Top of Listed records

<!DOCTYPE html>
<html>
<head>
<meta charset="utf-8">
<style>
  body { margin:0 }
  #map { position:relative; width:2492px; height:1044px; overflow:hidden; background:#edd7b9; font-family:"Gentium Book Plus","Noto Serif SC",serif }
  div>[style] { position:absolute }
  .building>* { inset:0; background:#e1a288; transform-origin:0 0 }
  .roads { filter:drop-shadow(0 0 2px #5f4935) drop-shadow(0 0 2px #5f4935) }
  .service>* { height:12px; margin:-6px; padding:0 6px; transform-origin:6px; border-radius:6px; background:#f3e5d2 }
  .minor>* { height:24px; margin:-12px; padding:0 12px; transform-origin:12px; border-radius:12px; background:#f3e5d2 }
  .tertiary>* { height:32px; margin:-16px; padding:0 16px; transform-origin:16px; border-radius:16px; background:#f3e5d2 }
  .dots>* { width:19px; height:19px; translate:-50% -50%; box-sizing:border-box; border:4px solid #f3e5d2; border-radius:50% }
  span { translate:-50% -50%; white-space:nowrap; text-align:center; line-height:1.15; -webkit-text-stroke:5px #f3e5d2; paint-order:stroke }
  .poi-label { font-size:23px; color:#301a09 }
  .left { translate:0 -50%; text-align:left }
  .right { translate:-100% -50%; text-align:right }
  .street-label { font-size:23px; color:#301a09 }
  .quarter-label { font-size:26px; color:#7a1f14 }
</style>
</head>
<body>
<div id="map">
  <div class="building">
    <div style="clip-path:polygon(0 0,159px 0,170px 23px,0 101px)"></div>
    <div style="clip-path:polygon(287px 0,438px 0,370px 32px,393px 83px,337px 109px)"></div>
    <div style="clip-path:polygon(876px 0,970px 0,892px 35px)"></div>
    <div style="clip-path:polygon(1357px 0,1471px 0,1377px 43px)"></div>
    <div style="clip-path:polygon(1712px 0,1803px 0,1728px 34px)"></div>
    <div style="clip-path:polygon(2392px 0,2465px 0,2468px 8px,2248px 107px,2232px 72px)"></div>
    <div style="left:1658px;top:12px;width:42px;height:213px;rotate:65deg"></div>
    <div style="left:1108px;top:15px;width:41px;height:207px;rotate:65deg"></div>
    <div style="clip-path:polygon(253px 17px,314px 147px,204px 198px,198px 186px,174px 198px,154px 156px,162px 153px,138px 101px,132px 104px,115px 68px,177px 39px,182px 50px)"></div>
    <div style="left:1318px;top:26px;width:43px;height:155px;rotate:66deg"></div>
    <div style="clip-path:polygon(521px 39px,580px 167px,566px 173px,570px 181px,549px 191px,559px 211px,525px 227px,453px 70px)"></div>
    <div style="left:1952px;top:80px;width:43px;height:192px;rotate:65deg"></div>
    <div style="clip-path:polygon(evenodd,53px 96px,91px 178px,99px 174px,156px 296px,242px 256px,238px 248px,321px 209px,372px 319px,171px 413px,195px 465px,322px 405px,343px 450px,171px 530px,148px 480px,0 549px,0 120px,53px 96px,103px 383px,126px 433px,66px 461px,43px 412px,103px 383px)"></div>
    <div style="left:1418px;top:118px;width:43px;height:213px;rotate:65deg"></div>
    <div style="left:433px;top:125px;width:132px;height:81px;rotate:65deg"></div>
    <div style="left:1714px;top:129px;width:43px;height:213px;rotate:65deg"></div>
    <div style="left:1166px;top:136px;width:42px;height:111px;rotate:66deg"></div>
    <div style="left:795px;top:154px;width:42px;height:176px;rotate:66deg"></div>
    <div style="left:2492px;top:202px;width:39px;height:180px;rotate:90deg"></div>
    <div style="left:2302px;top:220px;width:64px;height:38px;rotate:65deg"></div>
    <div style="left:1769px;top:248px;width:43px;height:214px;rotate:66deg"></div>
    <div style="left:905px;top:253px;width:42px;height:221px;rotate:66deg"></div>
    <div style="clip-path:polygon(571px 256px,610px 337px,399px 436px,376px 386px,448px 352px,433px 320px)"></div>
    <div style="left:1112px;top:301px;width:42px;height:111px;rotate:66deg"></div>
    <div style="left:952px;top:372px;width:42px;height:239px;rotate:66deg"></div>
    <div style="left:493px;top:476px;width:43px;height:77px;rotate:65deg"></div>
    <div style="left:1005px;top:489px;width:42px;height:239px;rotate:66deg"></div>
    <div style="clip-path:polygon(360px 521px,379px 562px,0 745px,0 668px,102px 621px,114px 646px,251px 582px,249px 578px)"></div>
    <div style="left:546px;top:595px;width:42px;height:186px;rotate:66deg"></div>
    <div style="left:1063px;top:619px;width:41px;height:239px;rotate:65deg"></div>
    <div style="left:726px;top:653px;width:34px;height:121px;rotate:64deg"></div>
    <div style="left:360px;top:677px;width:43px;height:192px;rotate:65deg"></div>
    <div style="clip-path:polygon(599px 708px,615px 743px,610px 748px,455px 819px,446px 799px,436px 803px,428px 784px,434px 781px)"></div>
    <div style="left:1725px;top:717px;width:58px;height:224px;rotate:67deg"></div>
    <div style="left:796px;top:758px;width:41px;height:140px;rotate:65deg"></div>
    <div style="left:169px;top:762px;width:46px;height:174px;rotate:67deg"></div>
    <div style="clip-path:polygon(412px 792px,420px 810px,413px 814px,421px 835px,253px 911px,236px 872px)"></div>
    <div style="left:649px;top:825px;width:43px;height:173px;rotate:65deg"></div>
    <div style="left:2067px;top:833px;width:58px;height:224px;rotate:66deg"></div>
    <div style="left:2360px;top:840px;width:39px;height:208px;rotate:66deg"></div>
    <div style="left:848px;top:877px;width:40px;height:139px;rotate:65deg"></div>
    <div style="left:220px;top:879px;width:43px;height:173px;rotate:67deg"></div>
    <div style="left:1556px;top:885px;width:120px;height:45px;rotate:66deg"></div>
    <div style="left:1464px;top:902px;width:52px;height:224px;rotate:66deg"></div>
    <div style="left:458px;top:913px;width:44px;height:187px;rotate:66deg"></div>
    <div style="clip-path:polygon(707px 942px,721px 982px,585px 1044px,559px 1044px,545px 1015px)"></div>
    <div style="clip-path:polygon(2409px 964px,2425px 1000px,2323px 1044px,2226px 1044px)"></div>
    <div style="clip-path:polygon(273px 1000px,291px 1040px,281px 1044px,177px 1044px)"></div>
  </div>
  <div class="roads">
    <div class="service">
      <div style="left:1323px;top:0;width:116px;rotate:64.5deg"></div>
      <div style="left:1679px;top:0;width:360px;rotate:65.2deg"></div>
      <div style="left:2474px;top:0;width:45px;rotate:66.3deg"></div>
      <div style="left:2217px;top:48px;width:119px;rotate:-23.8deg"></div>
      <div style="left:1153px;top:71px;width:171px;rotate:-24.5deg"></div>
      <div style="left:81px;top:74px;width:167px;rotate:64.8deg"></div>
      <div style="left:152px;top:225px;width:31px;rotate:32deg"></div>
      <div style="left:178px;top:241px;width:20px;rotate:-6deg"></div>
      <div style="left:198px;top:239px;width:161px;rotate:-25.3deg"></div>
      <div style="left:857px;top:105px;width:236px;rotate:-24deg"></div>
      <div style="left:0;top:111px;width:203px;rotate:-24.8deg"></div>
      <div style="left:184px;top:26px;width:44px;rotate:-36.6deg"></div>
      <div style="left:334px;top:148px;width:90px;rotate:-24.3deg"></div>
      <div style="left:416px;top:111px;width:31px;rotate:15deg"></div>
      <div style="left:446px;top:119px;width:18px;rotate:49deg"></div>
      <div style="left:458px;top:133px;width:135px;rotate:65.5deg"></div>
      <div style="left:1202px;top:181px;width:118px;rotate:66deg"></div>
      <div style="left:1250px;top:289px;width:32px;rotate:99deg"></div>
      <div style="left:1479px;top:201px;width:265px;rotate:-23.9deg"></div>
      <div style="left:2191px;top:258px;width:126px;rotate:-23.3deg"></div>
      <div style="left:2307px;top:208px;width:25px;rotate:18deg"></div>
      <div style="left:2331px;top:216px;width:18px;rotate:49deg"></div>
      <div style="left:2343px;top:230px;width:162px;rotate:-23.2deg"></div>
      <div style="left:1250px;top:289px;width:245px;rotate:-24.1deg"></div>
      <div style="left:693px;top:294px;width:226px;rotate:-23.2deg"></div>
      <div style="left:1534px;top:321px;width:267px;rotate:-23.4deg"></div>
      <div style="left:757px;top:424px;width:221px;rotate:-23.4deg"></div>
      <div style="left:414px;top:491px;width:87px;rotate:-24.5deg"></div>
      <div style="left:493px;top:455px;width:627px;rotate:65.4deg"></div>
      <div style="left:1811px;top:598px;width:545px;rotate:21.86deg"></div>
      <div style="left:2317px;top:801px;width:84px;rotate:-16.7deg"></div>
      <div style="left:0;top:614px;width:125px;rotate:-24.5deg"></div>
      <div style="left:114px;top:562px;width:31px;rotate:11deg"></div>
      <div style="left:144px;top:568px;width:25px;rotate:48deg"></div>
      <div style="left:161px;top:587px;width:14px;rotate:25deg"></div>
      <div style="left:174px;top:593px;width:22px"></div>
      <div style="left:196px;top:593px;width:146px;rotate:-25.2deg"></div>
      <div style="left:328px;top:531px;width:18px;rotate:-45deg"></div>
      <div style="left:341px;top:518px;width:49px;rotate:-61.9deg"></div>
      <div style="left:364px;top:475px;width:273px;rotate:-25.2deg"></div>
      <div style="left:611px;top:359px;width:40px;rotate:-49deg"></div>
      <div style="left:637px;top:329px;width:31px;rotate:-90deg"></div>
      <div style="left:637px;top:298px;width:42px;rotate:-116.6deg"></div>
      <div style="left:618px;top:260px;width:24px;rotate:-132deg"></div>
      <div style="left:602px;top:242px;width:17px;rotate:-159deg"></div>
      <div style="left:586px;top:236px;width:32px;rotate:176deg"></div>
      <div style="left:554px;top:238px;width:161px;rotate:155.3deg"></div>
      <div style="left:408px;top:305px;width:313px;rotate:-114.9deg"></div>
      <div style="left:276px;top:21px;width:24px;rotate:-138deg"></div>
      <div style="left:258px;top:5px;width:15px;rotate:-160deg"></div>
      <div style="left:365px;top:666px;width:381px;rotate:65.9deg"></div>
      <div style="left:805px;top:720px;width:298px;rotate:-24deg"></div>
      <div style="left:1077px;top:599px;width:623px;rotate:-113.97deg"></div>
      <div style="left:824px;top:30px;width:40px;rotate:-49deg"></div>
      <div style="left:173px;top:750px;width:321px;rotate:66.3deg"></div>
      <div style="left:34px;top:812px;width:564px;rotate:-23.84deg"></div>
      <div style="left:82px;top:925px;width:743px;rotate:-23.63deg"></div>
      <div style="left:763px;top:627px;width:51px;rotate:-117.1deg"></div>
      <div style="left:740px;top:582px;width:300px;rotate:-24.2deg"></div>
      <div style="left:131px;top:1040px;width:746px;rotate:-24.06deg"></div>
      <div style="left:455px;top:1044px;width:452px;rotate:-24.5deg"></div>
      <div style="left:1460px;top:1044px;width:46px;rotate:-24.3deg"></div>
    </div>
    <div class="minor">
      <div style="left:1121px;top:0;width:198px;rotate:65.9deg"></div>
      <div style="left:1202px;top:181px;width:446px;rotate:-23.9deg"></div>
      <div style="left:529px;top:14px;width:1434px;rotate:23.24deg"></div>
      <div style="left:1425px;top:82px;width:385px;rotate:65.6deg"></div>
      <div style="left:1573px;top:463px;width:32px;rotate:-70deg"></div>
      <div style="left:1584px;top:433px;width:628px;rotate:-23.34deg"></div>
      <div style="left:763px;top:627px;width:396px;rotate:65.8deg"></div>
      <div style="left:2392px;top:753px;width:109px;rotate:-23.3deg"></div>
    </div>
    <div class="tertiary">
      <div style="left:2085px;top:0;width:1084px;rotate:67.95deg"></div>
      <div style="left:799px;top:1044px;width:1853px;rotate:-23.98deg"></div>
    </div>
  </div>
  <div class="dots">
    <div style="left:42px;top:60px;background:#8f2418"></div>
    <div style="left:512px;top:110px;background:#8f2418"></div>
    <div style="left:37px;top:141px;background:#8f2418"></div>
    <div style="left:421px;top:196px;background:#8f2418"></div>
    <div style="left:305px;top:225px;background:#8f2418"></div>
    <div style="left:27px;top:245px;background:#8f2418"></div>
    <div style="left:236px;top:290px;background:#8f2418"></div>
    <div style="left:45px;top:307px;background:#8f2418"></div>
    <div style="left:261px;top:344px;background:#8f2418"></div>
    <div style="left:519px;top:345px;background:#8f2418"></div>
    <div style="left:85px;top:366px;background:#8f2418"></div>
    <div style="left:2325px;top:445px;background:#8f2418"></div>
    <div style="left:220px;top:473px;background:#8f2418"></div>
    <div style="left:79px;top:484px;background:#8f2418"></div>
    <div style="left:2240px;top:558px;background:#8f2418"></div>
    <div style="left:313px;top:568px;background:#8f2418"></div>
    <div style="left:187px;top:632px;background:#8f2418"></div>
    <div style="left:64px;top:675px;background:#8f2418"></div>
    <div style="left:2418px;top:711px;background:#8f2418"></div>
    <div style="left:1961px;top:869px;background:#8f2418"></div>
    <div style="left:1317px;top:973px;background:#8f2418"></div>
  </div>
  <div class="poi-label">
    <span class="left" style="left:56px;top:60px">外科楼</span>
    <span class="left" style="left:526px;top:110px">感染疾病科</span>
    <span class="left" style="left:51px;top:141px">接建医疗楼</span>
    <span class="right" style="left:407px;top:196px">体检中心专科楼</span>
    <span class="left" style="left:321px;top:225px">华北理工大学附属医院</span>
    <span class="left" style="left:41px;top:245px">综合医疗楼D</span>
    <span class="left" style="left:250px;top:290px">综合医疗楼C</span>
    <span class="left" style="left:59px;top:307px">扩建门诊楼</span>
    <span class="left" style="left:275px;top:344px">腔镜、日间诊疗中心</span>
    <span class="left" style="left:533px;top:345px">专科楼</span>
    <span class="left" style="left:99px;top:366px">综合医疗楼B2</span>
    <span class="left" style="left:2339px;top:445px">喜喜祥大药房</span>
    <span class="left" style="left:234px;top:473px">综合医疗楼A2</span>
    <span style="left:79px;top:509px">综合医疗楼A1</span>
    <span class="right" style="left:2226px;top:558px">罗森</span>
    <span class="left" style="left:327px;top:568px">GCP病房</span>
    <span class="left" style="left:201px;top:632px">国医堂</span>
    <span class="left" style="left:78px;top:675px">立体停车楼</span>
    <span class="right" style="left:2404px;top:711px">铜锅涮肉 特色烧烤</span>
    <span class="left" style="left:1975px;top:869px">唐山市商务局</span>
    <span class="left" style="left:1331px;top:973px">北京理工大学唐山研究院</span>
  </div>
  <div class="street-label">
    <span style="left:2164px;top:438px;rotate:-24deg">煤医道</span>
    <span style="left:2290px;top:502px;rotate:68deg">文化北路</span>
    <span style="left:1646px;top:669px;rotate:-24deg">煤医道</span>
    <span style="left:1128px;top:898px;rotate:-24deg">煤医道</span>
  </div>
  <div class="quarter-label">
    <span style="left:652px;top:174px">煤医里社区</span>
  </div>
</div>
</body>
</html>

Bottom of Listed records

Assigned task
Write the opening line of the data above and every line after it, exactly, stopping once you have written the line with "filter:drop-shadow(0 0 2px".

Result
<!DOCTYPE html>
<html>
<head>
<meta charset="utf-8">
<style>
  body { margin:0 }
  #map { position:relative; width:2492px; height:1044px; overflow:hidden; background:#edd7b9; font-family:"Gentium Book Plus","Noto Serif SC",serif }
  div>[style] { position:absolute }
  .building>* { inset:0; background:#e1a288; transform-origin:0 0 }
  .roads { filter:drop-shadow(0 0 2px #5f4935) drop-shadow(0 0 2px #5f4935) }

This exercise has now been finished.